El tiempo de Adviento empieza por ser, sin más, una preparación para celebrar bien la Navidad. Es una fiesta importante, luego hay que prepararla bien. La sociedad ya lo está haciendo: es una fiesta en que se va a producir un gasto importante, en comida, en regalos: un momento económico importante; y ya están mentalizándonos en todos los medios con la consigna habitual: "compre". Una inteligente preparación.

Navidad es para nosotros algo mucho más importante, por lo cual la preparamos con tiempo y a fondo. Navidad es un momento fuerte de nuestra vida espiritual, un tiempo importante para nuestra fe y nuestra vida cristiana. La preparamos con cuatro semanas, esperando, anunciando, preparando "la llegada", el "adviento" de Jesús.

Un acontecimiento histórico sucedido hace 2.000 años tiende a celebrarse como algo no-activo. Es un recuerdo, como el día del cumpleaños del tatarabuelo difunto... Puede ser un hermoso pretexto para celebrar un "día de familia" y mostrar mucho cariño por los niños. La diferencia es que el tatarabuelo murió y Jesús está vivo. Y no celebramos que Jesús nació sino que ha nacido, está presente y vive en nosotros. Si Jesús es importante para nosotros, la Navidad es una fiesta importante.

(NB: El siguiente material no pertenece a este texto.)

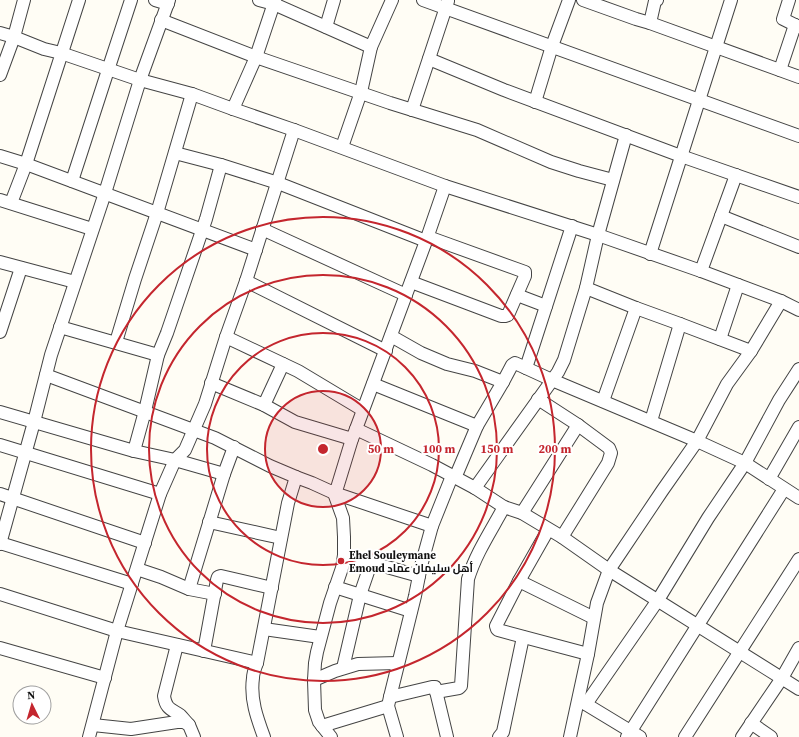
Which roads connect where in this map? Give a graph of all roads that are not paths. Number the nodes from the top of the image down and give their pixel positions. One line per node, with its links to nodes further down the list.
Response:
1 (24, 0): 22 (street)
2 (79, 0): 26 (street)
3 (132, 0): 29 (street)
4 (155, 0): 14 (street)
5 (259, 0): 15 (street)
6 (334, 0): 20 (street)
7 (392, 0): 25 (street)
8 (423, 0): 16 (street)
9 (569, 0): 23 (street)
10 (583, 0): 18 (street)
11 (657, 0): 18 (street)
12 (731, 0): 24 (street)
13 (789, 0): 19 (street)
14 (168, 2): 17 (street)
15 (275, 2): 20 (street); 27 (street)
16 (446, 4): 23 (street); 28 (street)
17 (161, 20): 27 (street); 33 (street)
18 (650, 23): 24 (street)
19 (797, 26): 30 (street)
20 (326, 27): 25 (street)
21 (0, 33): 22 (street)
22 (14, 37): 26 (street); 31 (street)
23 (552, 46): 36 (street); 37 (street)
24 (716, 46): 30 (street); 36 (street)
25 (371, 47): 34 (street)
26 (61, 53): 29 (street); 47 (street)
27 (256, 57): 34 (street); 38 (street)
28 (429, 59): 37 (street); 39 (street)
29 (108, 70): 33 (street); 51 (street)
30 (780, 70): 32 (street)
31 (0, 75)
32 (799, 77)
33 (140, 80): 35 (street); 54 (street)
34 (361, 92): 39 (street); 43 (street)
35 (192, 94): 38 (street); 44 (street)
36 (700, 99): 42 (street); 46 (street)
37 (535, 102): 41 (street)
38 (233, 110): 40 (street)
39 (412, 110): 50 (street)
40 (294, 130): 43 (street); 52 (street)
41 (626, 135): 46 (street); 50 (street)
42 (799, 136)
43 (342, 147): 53 (street)
44 (175, 153): 48 (street); 57 (street)
45 (0, 156): 47 (street)
46 (682, 156): 49 (street); 67 (street)
47 (26, 164): 51 (street); 56 (street)
48 (221, 165): 52 (street); 62 (street)
49 (736, 175): 55 (street); 58 (street)
50 (613, 180): 63 (street)
51 (72, 181): 54 (street)
52 (278, 183): 61 (street); 64 (street)
53 (445, 186): 59 (street); 64 (street)
54 (105, 193): 57 (street); 60 (street)
55 (799, 197)
56 (6, 202): 60 (street)
57 (157, 213): 62 (street); 88 (street)
58 (721, 216): 65 (street); 70 (street)
59 (572, 226): 63 (street); 79 (street)
60 (92, 229): 72 (street)
61 (262, 229): 66 (street); 76 (street)
62 (202, 230): 66 (street); 91 (street)
63 (598, 235): 67 (street); 75 (street)
64 (427, 239): 73 (street); 77 (street)
65 (799, 247)
66 (256, 250): 71 (street)
67 (650, 254): 70 (street)
68 (0, 262): 69 (street)
69 (21, 268): 72 (street); 84 (street)
70 (700, 271): 74 (street)
71 (246, 281): 86 (street); 89 (street)
72 (75, 282): 83 (street)
73 (411, 282): 76 (street); 77 (street)
74 (738, 285): 78 (street); 87 (street)
75 (586, 288): 80 (street); 96 (street)
76 (406, 295): 85 (street)
77 (517, 295): 79 (street)
78 (781, 301): 81 (street); 90 (street)
79 (546, 306): 93 (street)
80 (636, 308): 82 (street); 101 (street)
81 (799, 310)
82 (680, 324): 87 (street); 106 (street)
83 (60, 327): 88 (street); 95 (street)
84 (0, 332)
85 (391, 336): 89 (street); 97 (street)
86 (226, 337): 92 (street); 98 (street)
87 (720, 339): 90 (street)
88 (116, 342): 91 (street)
89 (386, 351): 99 (street)
90 (751, 351): 113 (street)
91 (158, 355): 104 (street)
92 (283, 364): 102 (street); 103 (street)
93 (526, 368): 96 (street); 97 (street)
94 (799, 369): 119 (street)
95 (46, 375): 104 (street); 107 (street)
96 (552, 380): 100 (street); 101 (street)
97 (503, 382): 109 (street)
98 (211, 383): 102 (street); 111 (street)
99 (373, 384): 103 (street); 109 (street)
100 (538, 399): 108 (street); 124 (street)
101 (604, 401): 106 (street)
102 (264, 405): 112 (street)
103 (363, 410): 112 (street)
104 (145, 411): 111 (street); 116 (street)
105 (0, 412): 107 (street)
106 (651, 421): 113 (street)
107 (34, 422): 116 (street); 117 (street)
108 (578, 425): 132 (street); 136 (street)
109 (477, 426): 122 (street)
110 (799, 427): 123 (street)
111 (194, 430): 115 (street); 118 (street)
112 (354, 434): 122 (street); 126 (street)
113 (697, 441): 119 (street); 144 (street)
114 (0, 445): 117 (street)
115 (234, 447): 120 (street); 121 (street)
116 (134, 451): 118 (street)
117 (25, 453): 128 (street); 129 (street)
118 (175, 460): 120 (street); 128 (street)
119 (745, 463): 123 (street); 154 (street)
120 (224, 474): 133 (street)
121 (296, 477): 126 (street); 137 (street)
122 (454, 477): 124 (street); 134 (street)
123 (769, 478): 125 (street)
124 (475, 488): 131 (street)
125 (784, 489): 130 (street); 157 (street)
126 (334, 493): 134 (street); 140 (street)
127 (0, 494): 129 (street)
128 (160, 494): 138 (street)
129 (12, 498): 138 (street); 139 (street)
130 (799, 498)
131 (504, 508): 132 (street); 175 (street)
132 (522, 513): 135 (street)
133 (209, 522): 137 (street); 150 (street)
134 (432, 526): 145 (street)
135 (548, 530): 136 (street); 146 (street)
136 (562, 537): 144 (street)
137 (281, 538): 149 (street)
138 (145, 543): 143 (street)
139 (0, 544): 147 (street)
140 (344, 555): 142 (street); 148 (street)
141 (799, 559): 166 (street)
142 (371, 563): 145 (street); 153 (street)
143 (136, 569): 147 (street); 150 (street)
144 (609, 570): 154 (street); 156 (street)
145 (419, 576): 155 (street)
146 (519, 581): 156 (street); 160 (street)
147 (132, 584): 159 (street)
148 (336, 587): 153 (street); 161 (street)
149 (272, 588): 152 (street); 158 (street)
150 (189, 589): 152 (street)
151 (0, 594): 159 (street)
152 (215, 594): 165 (street)
153 (360, 595): 155 (street); 170 (street)
154 (658, 600): 157 (street); 177 (street)
155 (411, 611): 169 (street)
156 (594, 618): 167 (street)
157 (698, 627): 166 (street); 182 (street)
158 (264, 629): 161 (street); 168 (street)
159 (117, 631): 162 (street); 171 (street)
160 (523, 637): 167 (street); 189 (street)
161 (320, 638): 173 (street)
162 (178, 645): 165 (street); 180 (street)
163 (0, 648): 171 (street)
164 (799, 648): 172 (street)
165 (204, 651): 168 (street)
166 (740, 652): 172 (street); 191 (street)
167 (588, 654): 177 (street)
168 (257, 663): 185 (street)
169 (398, 663): 170 (street); 176 (street)
170 (343, 668): 173 (street)
171 (104, 678): 179 (street)
172 (782, 678): 174 (street); 178 (street)
173 (314, 680): 181 (street)
174 (799, 689)
175 (436, 692): 176 (street); 188 (street)
176 (389, 701): 181 (street); 187 (street)
177 (582, 702): 182 (street); 190 (street)
178 (751, 723): 192 (street); 193 (street)
179 (93, 725): 180 (street); 183 (street)
180 (189, 725): 184 (street)
181 (322, 726): 186 (street)
182 (632, 735)
183 (89, 737)
184 (194, 737)
185 (264, 737)
186 (330, 737)
187 (397, 737)
188 (447, 737)
189 (500, 737)
190 (570, 737)
191 (685, 737)
192 (742, 737)
193 (771, 737)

Ha nacido Jesús, Dios-con-nosotros-salvador. Ha nacido el Libertador. Ha nacido y no muere. Nosotros, la iglesia, celebramos en Navidad la presencia de Dios libertador en la aventura humana: celebramos que hemos visto esa presencia en Jesús de Nazaret, y que la seguimos viendo en todos los humanos que construyen el reino, dentro y fuera de lo que llamamos la iglesia.

Celebramos la fe en Dios y en la humanidad. Celebramos que Dios está aquí, en mitad de nuestra aventura. Celebramos a Dios encarnado, el valor divino de lo humano y el rostro humano de lo divino. Celebramos que creemos en nosotros mismos, porque Dios ha creído en nosotros. Celebramos toda una concepción del ser humano y de la religión, una concepción llena de fe, de esperanza, de exigencia, de motivación, de compromiso.

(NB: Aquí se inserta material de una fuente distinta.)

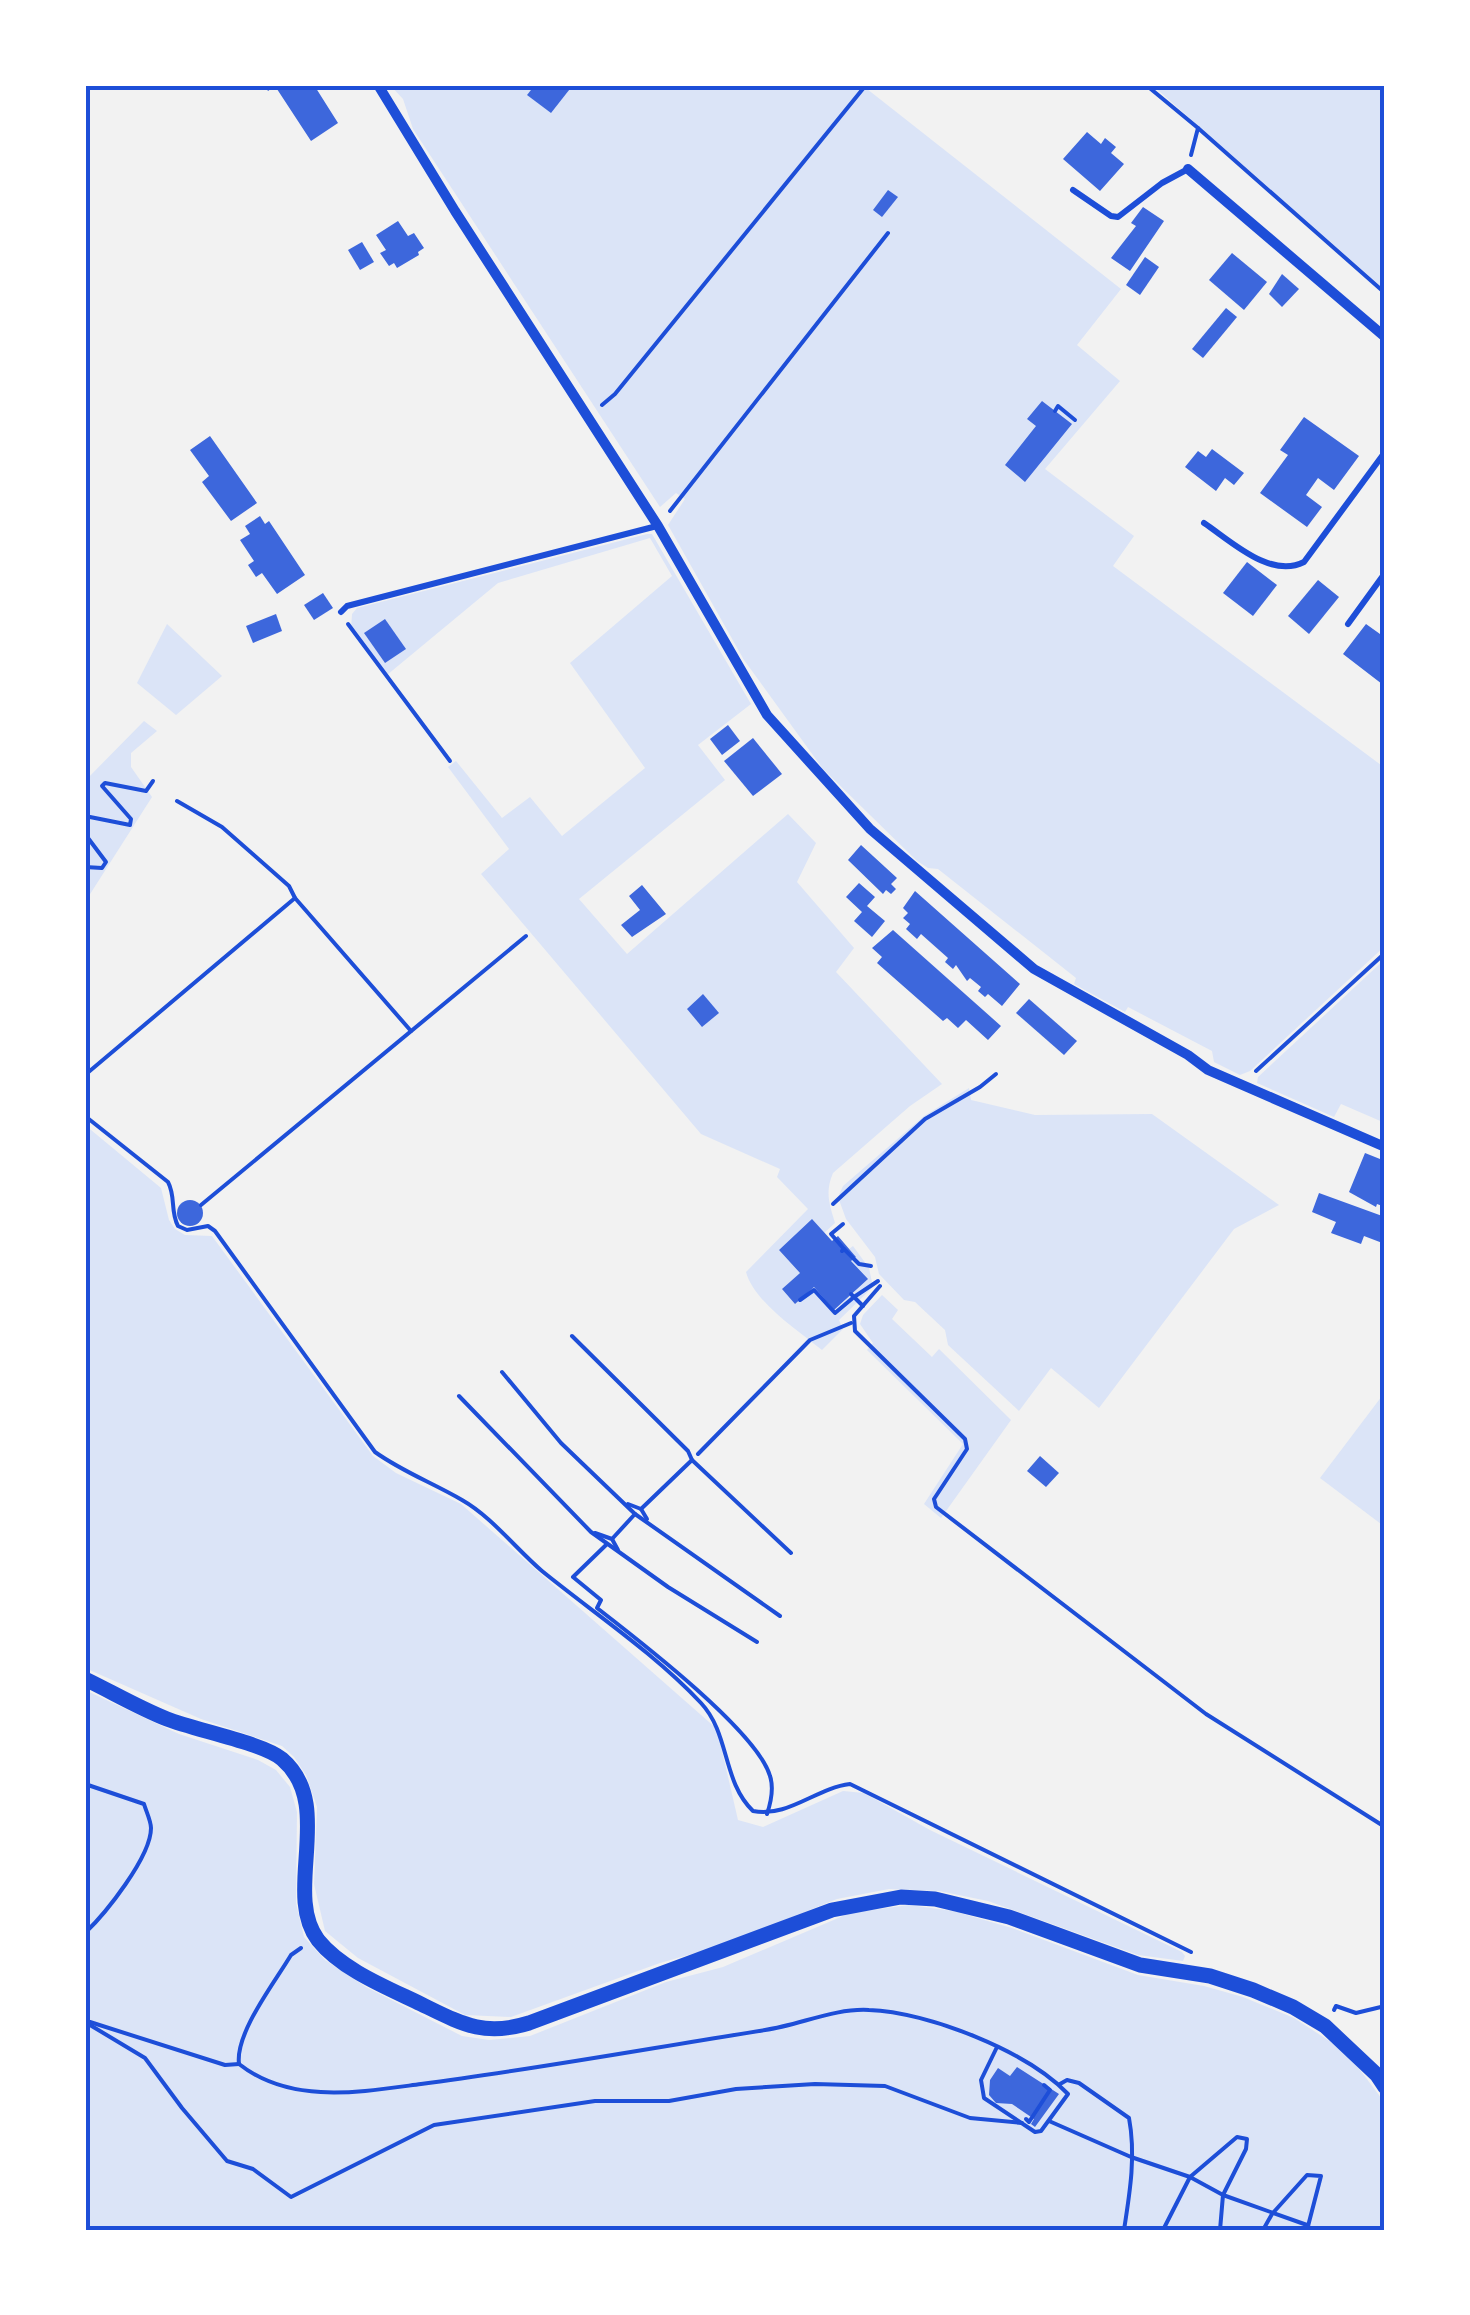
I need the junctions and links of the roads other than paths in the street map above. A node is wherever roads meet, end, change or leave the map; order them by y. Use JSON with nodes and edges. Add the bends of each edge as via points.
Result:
{"nodes":[{"id":1,"x":378,"y":85,"type":"edge"},
{"id":2,"x":1188,"y":169,"type":"joint"},
{"id":3,"x":1074,"y":190,"type":"dead end"},
{"id":4,"x":1385,"y":337,"type":"edge"},
{"id":5,"x":1385,"y":452,"type":"edge"},
{"id":6,"x":1204,"y":523,"type":"dead end"},
{"id":7,"x":658,"y":526,"type":"junction"},
{"id":8,"x":1385,"y":573,"type":"edge"},
{"id":9,"x":341,"y":612,"type":"road end"},
{"id":10,"x":1348,"y":624,"type":"dead end"},
{"id":11,"x":1385,"y":1146,"type":"edge"},
{"id":12,"x":85,"y":1679,"type":"edge"},
{"id":13,"x":1385,"y":2088,"type":"edge"}],
"edges":[{"from":1,"to":7,"type":"street"},
{"from":2,"to":3,"type":"lane","via":[[1118,217]]},
{"from":2,"to":4,"type":"street"},
{"from":5,"to":6,"type":"lane","via":[[1304,562],[1293,567],[1260,560]]},
{"from":7,"to":9,"type":"lane"},
{"from":7,"to":11,"type":"street","via":[[767,715],[870,829],[1034,969],[1208,1070]]},
{"from":8,"to":10,"type":"lane"},
{"from":12,"to":13,"type":"street","via":[[165,1718],[265,1748],[288,1766],[304,1795],[308,1911],[317,1938],[341,1960],[478,2030],[504,2030],[850,1906],[935,1899],[1140,1964],[1210,1976],[1293,2007],[1326,2026]]}]}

Hay mucho que celebrar y que preparar. El adviento es tiempo de desempolvar la esperanza que se apoya en la fe, en la fe en Jesús.

Los mensajes de los textos de Adviento, lo conocemos ya, están envueltos en imágenes. La más general de todas es "la venida del Señor", el Hijo del Hombre que viene entre las nubes con poder y gloria. El contenido de esta imagen nos importa mucho: creemos que la aventura humana (la mía personal y la de todos) acaba bien, acaba en el triunfo, por la fuerza divina que está metida en esa aventura.

Especifiquemos: contra los que piensan que no hay por qué buscar sentido ni finalidad a las cosas, a la creación, a la humanidad, a la vida personal, defendemos que esto es un proyecto, un sueño de Dios, el parto de una familia de hijos que Dios engendra y saca adelante. Hay sentido, hay proyecto, hay trabajo que hacer, personal y social.

Contra los catastrofistas que creen sólo en el Dios juez y ven sólo los pecados del mundo, defendemos que el reino de Dios está aquí, que la levadura está en la masa, que Dios es esa levadura, la semilla que germina, que es el Libertador, el Padre que trabaja por sus hijos, y que hay muchos hijos, que en todas las personas hay mucho de hijo, y que la aventura acaba bien, por la fuerza del Espíritu, porque Dios nos quiere y es poderoso, porque está aquí su Viento, su Espíritu.

Recobramos la definición de Jesús que hace el cuarto evangelio: "La tienda de Dios entre nosotros". Somos -la humanidad entera- un pueblo que camina, y Dios alienta a caminar, camina con nosotros, da de comer y de beber, es luz, está implicado en el viaje y garantiza la llegada.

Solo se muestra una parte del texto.